Extracellular vesicles (EVs) derived from mesenchymal stem cells are promising nanotherapeutics in liver diseases due to their regenerative and immunomodulatory properties. Nevertheless, a concern has been raised regarding the rapid clearance of exogenous EVs by phagocytic cells. Here we explore the impact of protein corona on EVs derived from two culturing conditions in which specific proteins acquired from media were simultaneously adsorbed on the EV surface. Additionally, by incubating EVs with serum, simulating protein corona formation upon systemic delivery, further resolved protein corona–EV complex patterns were investigated. Our findings reveal the potential influences of corona composition on EVs under in vitro conditions and their in vivo kinetics. Our data suggest that bound albumin creates an EV signature that can retarget EVs from hepatic macrophages. This results in markedly improved cellular uptake by hepatocytes, liver sinusoidal endothelial cells and hepatic stellate cells. This phenomenon can be applied as a camouflage strategy by precoating EVs with albumin to fabricate the albumin-enriched protein corona–EV complex, enhancing non-phagocytic uptake in the liver. This work addresses a critical challenge facing intravenously administered EVs for liver therapy by tailoring the protein corona–EV complex for liver cell targeting and immune evasion.
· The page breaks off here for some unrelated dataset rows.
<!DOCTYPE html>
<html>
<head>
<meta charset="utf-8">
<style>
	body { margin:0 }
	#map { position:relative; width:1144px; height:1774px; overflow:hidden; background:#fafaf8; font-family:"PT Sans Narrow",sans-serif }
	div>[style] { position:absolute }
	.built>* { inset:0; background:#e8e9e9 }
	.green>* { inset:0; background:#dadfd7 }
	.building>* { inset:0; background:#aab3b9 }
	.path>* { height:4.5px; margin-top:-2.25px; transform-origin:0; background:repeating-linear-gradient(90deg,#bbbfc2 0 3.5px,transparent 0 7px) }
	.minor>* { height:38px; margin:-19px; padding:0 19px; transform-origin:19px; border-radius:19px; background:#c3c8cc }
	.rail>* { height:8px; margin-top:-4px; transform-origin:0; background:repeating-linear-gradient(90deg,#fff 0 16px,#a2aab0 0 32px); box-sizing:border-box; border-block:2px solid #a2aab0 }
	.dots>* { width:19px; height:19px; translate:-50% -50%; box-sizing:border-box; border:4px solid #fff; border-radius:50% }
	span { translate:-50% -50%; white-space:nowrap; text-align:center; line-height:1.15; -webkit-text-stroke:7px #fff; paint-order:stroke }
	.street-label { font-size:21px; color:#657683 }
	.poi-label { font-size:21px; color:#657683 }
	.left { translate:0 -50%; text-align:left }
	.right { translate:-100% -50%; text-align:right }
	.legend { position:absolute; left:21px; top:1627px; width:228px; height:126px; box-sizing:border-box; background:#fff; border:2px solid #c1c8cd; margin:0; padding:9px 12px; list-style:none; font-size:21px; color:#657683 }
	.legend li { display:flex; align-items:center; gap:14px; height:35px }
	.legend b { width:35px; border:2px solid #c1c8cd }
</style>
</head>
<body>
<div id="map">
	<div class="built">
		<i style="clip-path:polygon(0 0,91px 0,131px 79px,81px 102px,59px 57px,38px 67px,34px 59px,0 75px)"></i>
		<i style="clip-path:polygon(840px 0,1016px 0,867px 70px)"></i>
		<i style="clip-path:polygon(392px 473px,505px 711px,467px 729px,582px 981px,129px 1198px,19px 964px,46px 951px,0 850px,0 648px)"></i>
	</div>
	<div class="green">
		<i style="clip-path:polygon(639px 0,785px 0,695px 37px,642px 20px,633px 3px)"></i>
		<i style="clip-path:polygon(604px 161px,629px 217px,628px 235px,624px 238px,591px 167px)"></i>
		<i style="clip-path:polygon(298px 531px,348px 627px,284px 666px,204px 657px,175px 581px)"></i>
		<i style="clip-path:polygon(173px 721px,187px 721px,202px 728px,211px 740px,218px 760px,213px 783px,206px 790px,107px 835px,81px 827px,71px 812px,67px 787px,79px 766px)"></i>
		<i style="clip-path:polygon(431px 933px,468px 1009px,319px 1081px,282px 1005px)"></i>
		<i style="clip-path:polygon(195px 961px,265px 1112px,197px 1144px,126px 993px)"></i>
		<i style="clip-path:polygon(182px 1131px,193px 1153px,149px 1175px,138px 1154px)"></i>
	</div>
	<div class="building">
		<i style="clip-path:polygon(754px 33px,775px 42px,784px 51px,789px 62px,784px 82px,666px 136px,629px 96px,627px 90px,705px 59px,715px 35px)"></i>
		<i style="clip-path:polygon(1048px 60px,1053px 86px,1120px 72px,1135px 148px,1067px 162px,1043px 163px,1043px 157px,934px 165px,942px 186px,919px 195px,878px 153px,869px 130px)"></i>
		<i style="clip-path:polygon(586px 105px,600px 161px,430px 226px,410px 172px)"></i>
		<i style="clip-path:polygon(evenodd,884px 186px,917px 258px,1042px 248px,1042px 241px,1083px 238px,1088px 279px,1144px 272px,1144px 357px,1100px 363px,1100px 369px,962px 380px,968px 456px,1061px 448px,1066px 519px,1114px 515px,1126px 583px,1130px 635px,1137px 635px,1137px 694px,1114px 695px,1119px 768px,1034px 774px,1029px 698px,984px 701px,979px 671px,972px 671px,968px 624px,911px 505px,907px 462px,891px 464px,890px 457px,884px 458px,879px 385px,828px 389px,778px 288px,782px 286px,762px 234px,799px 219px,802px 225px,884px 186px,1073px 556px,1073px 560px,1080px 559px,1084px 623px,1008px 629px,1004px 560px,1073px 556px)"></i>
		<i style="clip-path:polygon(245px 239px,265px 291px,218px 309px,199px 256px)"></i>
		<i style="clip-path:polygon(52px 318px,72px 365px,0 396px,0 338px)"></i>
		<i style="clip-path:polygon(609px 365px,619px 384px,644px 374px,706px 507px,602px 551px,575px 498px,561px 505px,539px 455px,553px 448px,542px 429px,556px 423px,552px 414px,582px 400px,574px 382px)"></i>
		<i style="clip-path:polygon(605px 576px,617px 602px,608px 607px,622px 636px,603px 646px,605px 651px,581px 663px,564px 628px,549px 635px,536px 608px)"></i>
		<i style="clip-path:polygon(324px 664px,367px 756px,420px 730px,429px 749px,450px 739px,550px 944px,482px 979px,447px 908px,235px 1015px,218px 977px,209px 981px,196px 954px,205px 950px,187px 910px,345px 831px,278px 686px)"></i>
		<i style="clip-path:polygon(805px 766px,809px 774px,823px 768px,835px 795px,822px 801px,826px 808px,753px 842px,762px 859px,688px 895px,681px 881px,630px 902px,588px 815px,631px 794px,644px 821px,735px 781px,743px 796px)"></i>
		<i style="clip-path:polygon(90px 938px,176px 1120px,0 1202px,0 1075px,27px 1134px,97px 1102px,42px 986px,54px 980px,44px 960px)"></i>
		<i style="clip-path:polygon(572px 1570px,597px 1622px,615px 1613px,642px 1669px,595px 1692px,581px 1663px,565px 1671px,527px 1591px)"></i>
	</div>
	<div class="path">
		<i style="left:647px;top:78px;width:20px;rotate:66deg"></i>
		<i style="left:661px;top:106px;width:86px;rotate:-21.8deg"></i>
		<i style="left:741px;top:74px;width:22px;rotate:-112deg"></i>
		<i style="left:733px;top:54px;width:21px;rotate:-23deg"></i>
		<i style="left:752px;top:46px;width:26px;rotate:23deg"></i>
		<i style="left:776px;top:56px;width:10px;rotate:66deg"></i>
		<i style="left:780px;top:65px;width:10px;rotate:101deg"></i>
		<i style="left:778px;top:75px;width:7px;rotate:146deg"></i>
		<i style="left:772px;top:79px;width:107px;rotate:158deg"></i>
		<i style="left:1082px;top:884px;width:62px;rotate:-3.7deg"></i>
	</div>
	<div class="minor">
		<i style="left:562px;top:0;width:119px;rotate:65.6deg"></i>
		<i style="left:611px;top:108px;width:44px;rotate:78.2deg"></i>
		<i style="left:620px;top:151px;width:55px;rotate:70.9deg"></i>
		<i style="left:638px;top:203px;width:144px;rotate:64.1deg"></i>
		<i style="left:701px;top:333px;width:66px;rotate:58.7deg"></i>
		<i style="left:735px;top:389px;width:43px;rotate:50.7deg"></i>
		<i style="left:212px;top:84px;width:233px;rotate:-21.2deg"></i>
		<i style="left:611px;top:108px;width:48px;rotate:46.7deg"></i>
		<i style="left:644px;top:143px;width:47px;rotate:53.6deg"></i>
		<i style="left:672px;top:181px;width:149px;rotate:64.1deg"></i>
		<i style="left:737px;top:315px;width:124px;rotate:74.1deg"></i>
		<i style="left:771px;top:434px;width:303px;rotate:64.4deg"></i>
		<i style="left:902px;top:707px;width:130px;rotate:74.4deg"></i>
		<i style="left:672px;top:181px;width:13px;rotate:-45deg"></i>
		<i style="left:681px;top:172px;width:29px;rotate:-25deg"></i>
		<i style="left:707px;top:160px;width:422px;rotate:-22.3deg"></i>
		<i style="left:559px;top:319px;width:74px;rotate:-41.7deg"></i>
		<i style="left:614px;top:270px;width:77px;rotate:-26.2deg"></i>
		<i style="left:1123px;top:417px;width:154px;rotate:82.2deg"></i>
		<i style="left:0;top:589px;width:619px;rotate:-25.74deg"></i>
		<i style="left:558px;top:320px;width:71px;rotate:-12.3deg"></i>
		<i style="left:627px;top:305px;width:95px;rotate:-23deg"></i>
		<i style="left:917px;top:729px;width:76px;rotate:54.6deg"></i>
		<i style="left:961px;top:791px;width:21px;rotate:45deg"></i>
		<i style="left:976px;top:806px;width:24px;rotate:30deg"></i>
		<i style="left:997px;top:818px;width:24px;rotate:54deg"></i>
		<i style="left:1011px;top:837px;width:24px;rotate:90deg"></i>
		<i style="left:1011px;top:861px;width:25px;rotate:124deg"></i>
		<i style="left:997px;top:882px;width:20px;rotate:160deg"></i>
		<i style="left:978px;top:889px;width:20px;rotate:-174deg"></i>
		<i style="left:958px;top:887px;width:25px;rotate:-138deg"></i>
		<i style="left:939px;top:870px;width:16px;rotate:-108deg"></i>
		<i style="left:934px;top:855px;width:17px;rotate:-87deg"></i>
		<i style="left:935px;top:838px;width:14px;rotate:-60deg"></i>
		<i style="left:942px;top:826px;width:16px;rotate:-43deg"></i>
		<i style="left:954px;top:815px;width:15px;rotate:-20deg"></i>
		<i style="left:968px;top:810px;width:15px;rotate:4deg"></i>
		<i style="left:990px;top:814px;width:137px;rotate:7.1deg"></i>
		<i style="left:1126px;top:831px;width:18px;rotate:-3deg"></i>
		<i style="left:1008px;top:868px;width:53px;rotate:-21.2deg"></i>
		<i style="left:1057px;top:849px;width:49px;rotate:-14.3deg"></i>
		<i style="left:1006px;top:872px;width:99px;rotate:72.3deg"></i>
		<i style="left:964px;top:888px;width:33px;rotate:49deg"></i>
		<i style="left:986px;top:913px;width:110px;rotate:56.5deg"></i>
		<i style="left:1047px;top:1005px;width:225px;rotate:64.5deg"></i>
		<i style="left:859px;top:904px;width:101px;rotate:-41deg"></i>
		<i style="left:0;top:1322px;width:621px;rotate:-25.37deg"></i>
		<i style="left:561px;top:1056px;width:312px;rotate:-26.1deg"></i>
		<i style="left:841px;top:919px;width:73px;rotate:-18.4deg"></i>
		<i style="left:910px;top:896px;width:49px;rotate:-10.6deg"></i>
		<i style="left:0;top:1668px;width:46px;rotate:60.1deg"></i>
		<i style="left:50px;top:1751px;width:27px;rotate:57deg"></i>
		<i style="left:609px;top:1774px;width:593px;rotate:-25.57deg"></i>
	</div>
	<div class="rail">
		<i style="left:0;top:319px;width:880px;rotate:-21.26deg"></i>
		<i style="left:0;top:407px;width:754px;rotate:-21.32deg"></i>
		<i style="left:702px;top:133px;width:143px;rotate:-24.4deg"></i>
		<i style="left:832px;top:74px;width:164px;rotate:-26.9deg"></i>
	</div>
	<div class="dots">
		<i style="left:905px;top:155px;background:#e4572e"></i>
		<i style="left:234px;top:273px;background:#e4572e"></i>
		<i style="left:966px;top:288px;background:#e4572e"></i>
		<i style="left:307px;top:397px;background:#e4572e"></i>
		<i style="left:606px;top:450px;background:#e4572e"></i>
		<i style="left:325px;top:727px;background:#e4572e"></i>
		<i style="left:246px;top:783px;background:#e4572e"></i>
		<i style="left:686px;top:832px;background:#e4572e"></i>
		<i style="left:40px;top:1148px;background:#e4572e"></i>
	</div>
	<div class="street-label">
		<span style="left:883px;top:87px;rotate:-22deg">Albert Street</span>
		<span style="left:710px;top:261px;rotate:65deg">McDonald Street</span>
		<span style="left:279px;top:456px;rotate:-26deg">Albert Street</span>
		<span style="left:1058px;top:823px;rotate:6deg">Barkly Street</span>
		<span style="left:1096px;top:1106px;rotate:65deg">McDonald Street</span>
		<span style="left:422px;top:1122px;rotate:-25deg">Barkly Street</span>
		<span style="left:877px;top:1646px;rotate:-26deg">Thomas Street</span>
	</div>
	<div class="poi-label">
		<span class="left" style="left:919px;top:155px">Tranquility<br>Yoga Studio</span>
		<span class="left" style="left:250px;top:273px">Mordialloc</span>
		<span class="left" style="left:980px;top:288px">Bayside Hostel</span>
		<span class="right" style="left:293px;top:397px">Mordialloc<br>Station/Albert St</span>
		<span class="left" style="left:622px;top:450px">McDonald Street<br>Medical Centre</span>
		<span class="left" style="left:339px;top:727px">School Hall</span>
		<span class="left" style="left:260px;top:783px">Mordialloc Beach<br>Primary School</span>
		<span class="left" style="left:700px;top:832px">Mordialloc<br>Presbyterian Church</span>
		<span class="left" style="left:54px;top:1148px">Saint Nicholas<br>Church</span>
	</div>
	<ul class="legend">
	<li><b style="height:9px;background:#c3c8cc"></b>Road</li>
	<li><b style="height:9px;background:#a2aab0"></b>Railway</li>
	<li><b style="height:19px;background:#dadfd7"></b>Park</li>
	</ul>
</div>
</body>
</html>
源自间充质干细胞的细胞外囊泡（EV）由于其再生和免疫调节特性而成为肝脏疾病有前途的纳米疗法。然而，吞噬细胞快速清除外源性 EV 的问题引起了人们的关注。在这里，我们探讨了蛋白电晕对两种培养条件下的 EV 的影响，在这两种条件下，从培养基中获得的特定蛋白质同时吸附在 EV 表面上。此外，通过将 EV 与血清一起孵育，模拟全身递送时蛋白冠的形成，进一步研究了蛋白冠-EV 复合模式的解析。我们的研究结果揭示了体外条件下电晕成分对电动汽车及其体内动力学的潜在影响。我们的数据表明，结合的白蛋白创建了一个 EV 签名，可以重新定位来自肝巨噬细胞的 EV。这导致肝细胞、肝窦内皮细胞和肝星状细胞的细胞摄取显着改善。这种现象可以作为一种伪装策略，通过用白蛋白预涂 EV 来制造富含白蛋白的蛋白冠-EV 复合物，从而增强肝脏中的非吞噬细胞摄取。这项工作通过定制用于肝细胞靶向和免疫逃避的蛋白电晕-EV复合物，解决了静脉注射EV用于肝脏治疗所面临的关键挑战。